Ces magistrats ont rendu compte des plaidoiries dans le délibéré de la Cour, composée de :
Monsieur Eric Veyssière, président,
Madame Sophie Lésineau, conseillère,
Madame Valérie Collet, conseillère,
greffière lors des débats : Sylvaine Déchamps,
ARRÊT :
- contradictoire
- prononcé publiquement par mise à disposition de l'arrêt au greffe de la Cour, les parties en ayant été préalablement avisées dans les conditions prévues à l'article 450 alinéa 2 du Code de Procédure Civile.
Le délibéré a été prorogé en raison de la charge de travail de la Cour.
EXPOSE DU LITIGE
Selon un contrat de travail à durée indéterminée du 30 avril 2018, la société JL&P Engineering (la société en suivant) a engagé M. [T] [E] en qualité de chargé d'affaires, catégorie cadre. M. [E] a travaillé auparavant au sein de la société en contrat à durée déterminée du 4 août 2017 au 30 avril 2018.
La relation contractuelle a été soumise à la convention collective nationale du personnel des bureaux d'études techniques, des cabinets d'ingénieurs-conseils et des sociétés de conseil.
Le 25 septembre 2017, l'employeur a notifié un avertissement à M. [E] au motif d'un retard et d'une prise de poste en état d'ébriété.
Le 12 janvier 2019, M. [E] a été placé en arrêt de travail, suite à un incident intervenu hors de son temps de travail, jusqu'au 24 février 2019.
Par courrier du 27 février 2019, l'employeur a convoqué M. [E] à un entretien préalable à un éventuel licenciement, fixé le 8 mars 2019.
Le 27 février 2019, M. [E] a été placé en arrêt de travail jusqu'au 30 mars 2019.
Le 22 mars 2019, M. [E] a été licencié pour motif disciplinaire et insuffisance professionnelle.
Par courrier du 5 juillet 2019, M. [E] a contesté le bien fondé de son licenciement.
Le 17 juillet 2019, M. [E] a saisi le conseil de prud'hommes de Bordeaux aux fins de contester son licenciement.
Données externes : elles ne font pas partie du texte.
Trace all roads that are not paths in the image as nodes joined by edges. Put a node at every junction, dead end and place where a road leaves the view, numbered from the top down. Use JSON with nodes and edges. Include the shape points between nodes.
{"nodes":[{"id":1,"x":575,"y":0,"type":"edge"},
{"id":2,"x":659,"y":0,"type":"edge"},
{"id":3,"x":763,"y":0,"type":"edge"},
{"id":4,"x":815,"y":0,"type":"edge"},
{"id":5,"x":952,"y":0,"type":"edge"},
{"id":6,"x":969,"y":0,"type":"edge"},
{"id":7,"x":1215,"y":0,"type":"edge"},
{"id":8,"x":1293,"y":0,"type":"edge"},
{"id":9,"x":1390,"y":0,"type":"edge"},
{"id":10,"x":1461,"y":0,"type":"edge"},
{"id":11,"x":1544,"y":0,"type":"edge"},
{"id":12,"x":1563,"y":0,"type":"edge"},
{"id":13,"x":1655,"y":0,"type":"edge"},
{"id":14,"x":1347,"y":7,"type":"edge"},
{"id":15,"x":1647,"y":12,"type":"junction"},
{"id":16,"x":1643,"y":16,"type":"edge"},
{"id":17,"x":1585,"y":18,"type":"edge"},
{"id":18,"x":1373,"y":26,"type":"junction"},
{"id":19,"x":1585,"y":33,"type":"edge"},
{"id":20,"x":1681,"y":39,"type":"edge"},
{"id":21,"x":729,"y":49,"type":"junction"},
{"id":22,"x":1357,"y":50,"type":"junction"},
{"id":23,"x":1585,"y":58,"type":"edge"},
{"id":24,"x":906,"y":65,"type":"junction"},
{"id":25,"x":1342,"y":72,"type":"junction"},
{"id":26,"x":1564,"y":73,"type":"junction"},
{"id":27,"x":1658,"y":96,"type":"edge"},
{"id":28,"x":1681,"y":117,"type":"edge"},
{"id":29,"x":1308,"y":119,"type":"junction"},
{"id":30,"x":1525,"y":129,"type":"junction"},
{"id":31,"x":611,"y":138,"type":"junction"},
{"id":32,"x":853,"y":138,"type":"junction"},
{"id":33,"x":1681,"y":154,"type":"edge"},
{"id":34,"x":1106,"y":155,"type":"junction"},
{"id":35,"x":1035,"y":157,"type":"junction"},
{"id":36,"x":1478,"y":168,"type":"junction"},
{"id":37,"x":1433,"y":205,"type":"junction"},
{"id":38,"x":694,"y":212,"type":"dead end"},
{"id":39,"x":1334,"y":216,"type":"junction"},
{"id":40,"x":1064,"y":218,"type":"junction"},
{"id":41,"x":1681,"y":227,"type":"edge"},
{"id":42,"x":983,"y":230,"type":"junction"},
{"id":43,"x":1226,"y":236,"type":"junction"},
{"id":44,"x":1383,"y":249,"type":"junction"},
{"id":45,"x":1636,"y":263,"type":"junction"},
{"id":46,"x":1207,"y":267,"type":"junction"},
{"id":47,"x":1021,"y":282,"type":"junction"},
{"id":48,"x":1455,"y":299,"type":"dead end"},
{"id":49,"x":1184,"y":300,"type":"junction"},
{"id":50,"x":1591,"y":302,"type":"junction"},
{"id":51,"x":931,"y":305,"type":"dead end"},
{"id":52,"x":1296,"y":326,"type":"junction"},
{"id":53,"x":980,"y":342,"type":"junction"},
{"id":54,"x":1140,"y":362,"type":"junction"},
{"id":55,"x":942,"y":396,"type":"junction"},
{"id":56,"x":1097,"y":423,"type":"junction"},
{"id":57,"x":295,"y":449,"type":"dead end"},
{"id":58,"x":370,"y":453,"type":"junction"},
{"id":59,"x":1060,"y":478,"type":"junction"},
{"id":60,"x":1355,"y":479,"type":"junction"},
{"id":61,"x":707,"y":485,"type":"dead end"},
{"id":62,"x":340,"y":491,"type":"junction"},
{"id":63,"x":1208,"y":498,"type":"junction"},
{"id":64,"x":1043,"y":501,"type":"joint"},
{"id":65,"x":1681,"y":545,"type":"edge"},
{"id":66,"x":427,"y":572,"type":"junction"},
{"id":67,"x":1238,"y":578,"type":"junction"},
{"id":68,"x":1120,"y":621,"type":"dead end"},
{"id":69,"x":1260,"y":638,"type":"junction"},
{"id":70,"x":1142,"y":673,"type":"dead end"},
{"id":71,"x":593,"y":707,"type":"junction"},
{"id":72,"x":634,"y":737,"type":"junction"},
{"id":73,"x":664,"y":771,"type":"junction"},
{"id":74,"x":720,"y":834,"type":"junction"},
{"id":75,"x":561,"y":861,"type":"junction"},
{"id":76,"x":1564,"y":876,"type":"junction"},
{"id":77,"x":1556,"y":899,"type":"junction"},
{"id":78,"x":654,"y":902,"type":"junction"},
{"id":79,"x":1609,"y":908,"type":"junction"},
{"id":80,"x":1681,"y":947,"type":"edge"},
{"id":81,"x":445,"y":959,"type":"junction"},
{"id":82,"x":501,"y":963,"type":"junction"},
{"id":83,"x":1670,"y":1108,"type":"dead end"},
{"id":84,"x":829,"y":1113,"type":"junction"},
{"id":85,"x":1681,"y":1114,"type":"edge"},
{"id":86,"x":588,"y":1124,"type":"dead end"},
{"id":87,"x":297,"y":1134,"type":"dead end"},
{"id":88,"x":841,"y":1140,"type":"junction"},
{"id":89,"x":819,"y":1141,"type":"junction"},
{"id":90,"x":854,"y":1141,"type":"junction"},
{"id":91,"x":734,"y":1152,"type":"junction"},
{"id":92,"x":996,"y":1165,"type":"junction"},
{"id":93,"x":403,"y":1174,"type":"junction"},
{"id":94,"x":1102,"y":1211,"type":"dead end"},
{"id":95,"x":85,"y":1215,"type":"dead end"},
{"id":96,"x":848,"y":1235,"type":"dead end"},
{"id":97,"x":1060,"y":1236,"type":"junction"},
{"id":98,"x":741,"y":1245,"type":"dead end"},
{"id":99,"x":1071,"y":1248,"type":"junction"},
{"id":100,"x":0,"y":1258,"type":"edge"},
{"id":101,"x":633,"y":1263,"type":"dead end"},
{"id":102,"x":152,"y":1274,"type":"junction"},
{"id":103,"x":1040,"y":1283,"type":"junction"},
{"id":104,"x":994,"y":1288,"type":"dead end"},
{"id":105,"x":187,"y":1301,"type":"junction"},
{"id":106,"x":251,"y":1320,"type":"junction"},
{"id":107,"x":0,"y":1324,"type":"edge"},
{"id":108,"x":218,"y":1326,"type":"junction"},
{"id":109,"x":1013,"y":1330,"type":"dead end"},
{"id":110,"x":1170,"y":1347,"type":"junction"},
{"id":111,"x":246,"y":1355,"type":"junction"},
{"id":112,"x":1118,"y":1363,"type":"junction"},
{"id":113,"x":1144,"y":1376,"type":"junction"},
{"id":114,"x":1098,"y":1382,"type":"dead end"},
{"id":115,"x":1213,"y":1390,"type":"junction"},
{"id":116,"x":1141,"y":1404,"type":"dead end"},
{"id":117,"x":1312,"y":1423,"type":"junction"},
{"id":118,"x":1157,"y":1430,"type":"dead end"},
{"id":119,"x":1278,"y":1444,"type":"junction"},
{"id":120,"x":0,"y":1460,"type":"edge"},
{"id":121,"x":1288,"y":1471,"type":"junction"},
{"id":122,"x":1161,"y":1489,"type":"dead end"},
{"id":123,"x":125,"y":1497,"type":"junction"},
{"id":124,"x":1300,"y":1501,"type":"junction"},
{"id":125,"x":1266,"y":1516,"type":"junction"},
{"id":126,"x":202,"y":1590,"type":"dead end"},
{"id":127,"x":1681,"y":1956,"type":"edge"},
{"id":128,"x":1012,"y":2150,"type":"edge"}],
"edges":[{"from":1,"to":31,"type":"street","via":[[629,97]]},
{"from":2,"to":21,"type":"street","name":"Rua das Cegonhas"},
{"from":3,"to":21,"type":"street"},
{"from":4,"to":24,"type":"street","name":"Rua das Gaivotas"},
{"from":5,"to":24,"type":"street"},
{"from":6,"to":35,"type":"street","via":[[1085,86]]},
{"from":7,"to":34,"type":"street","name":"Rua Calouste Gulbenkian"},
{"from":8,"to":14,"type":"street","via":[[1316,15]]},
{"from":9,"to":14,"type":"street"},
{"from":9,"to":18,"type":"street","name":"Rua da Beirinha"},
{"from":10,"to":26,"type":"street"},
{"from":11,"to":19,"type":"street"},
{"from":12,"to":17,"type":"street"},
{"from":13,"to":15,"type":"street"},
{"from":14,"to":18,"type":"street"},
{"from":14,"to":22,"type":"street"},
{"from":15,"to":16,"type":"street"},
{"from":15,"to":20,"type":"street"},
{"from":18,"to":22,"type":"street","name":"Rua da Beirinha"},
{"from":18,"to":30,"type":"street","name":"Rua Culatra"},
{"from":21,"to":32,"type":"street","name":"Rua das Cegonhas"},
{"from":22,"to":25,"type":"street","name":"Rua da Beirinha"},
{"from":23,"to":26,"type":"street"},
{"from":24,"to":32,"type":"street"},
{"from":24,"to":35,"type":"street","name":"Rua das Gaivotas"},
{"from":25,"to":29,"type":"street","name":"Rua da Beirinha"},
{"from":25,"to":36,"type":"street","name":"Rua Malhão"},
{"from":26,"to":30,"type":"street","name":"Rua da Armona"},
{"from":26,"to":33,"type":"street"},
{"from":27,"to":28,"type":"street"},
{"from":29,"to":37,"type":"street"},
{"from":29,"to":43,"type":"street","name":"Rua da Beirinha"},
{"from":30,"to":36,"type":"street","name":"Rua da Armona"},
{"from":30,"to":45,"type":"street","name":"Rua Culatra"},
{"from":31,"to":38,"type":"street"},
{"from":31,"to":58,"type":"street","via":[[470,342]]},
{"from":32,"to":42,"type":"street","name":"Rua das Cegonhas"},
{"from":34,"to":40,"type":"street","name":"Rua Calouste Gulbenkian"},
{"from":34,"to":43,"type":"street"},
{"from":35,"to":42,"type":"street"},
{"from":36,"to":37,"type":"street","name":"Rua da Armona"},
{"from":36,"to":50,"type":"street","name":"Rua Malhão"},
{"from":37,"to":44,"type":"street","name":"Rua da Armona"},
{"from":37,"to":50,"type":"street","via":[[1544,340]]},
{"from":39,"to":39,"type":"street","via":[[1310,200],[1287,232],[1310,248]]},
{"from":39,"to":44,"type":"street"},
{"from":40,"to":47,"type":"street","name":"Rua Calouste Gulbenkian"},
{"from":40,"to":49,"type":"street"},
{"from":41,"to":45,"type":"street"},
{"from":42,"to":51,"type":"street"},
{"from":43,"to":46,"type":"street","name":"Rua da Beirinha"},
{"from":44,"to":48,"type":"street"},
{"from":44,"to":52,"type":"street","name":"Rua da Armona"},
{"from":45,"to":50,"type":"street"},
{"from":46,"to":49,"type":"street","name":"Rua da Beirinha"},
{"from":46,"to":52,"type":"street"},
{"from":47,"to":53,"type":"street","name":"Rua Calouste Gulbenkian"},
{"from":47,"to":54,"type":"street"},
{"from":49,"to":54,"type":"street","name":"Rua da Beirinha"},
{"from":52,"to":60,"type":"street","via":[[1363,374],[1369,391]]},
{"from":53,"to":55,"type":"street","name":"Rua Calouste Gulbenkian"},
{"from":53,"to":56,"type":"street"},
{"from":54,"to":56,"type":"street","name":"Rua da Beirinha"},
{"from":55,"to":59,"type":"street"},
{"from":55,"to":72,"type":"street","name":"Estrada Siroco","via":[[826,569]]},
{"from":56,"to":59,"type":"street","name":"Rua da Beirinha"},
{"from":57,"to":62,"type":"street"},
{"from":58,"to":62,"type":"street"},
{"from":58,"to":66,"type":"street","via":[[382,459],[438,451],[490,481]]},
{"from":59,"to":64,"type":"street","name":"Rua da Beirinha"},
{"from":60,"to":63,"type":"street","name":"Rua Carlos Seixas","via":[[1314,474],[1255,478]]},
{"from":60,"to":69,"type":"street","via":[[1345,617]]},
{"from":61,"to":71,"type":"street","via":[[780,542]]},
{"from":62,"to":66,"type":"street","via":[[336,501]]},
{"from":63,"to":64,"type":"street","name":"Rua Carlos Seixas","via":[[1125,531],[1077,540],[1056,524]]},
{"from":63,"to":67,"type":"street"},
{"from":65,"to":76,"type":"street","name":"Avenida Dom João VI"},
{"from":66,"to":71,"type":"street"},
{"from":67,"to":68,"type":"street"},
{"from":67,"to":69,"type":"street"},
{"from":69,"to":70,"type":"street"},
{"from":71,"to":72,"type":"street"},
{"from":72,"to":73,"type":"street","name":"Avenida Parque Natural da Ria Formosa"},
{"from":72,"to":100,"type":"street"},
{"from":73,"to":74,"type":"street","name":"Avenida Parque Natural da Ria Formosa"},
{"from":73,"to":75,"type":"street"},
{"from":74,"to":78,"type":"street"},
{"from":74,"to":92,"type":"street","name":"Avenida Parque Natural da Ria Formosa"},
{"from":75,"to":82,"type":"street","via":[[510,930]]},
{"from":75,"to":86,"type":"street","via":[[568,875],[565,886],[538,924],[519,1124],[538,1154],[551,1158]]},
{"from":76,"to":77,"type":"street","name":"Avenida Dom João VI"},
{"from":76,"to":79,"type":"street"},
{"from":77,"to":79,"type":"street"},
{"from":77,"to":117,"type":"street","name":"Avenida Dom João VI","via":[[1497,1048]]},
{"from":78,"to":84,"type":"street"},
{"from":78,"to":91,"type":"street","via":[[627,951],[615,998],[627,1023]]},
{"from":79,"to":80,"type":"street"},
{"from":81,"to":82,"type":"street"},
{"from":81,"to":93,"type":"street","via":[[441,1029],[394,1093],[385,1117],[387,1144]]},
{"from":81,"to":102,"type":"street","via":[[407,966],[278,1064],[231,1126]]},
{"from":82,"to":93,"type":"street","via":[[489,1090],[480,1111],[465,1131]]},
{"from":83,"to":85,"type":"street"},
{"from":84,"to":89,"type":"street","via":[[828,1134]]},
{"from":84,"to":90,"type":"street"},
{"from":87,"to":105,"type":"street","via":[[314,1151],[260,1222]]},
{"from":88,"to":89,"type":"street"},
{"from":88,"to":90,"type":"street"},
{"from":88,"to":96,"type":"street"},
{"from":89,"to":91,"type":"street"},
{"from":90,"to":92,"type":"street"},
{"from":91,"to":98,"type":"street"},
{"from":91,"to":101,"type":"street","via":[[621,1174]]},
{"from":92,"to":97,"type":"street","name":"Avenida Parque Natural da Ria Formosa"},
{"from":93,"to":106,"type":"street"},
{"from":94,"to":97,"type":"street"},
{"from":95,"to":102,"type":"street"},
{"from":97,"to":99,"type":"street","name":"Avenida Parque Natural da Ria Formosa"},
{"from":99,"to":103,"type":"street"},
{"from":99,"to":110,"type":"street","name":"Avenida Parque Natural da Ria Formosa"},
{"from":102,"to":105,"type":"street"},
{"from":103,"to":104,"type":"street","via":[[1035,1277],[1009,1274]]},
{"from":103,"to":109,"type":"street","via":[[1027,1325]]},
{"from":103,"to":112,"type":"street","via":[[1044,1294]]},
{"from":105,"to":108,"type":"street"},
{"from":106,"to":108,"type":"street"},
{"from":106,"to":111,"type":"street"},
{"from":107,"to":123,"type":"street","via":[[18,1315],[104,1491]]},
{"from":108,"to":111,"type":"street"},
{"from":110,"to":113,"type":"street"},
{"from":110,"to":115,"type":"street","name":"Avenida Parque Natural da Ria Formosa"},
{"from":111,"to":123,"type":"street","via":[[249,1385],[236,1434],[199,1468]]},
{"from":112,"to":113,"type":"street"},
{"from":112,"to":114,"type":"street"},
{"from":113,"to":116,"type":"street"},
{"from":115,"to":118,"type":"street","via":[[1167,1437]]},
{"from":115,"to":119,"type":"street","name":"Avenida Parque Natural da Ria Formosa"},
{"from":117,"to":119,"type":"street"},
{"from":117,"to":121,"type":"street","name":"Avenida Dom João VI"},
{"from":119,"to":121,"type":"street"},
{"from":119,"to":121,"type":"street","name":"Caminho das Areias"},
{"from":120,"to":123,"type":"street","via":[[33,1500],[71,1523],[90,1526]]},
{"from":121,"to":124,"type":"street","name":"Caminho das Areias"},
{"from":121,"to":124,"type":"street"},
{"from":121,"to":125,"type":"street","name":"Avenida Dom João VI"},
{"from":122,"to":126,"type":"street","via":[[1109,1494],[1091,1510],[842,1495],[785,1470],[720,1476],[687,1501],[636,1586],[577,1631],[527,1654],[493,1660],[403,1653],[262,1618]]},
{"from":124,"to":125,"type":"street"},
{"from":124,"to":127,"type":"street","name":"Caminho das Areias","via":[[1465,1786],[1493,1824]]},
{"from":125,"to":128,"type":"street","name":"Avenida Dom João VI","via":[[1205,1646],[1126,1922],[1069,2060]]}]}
Par jugement du 21 mai 2021, le conseil de prud'hommes de Bordeaux a :
- jugé que le licenciement de M. [E] est dépourvu de cause réelle et sérieuse et que ses demandes sont dès lors bien fondées,
- donné acte à la société JL&P Engineering de payer à M. [E] la somme de 400 euros brut au titre de l'avantage en nature véhicule,
- déclaré nulle la convention en forfait jour insérée dans le contrat de travail à durée déterminée en date du 4 août 2017,
- déclaré conforme la convention en forfait jour insérée dans le contrat de travail à durée indéterminée du 30 avril 2018,
- condamné en conséquence la société JL&P Engineering à payer à M. [E] les sommes de :
- 5 160 euros à titre de dommages et intérêts conformément à l'article L. 123 5-3 du code du travail,
- 1 000 euros au titre de l'article 700 du code de procédure civile,
- rappelé que l'exécution provisoire est de droit, conformément aux dispositions de l'article R. 1454-28 du code du travail, dans la limite maximum de neuf mois de salaire calculés sur la moyenne des trois derniers mois, cette moyenne étant de 2 581,15 euros ,
- dit qu'il n'y a pas lieu d'assortir ces sommes de l'exécution provisoire sur le fondement de l'article 515 du code de procédure civile,
- débouté les parties du surplus de leurs demandes,
- condamné la société JL&P Engineering aux entiers dépens et frais éventuels d'exécution.
Par déclaration du 25 juin 2021, M. [E] a relevé appel du jugement.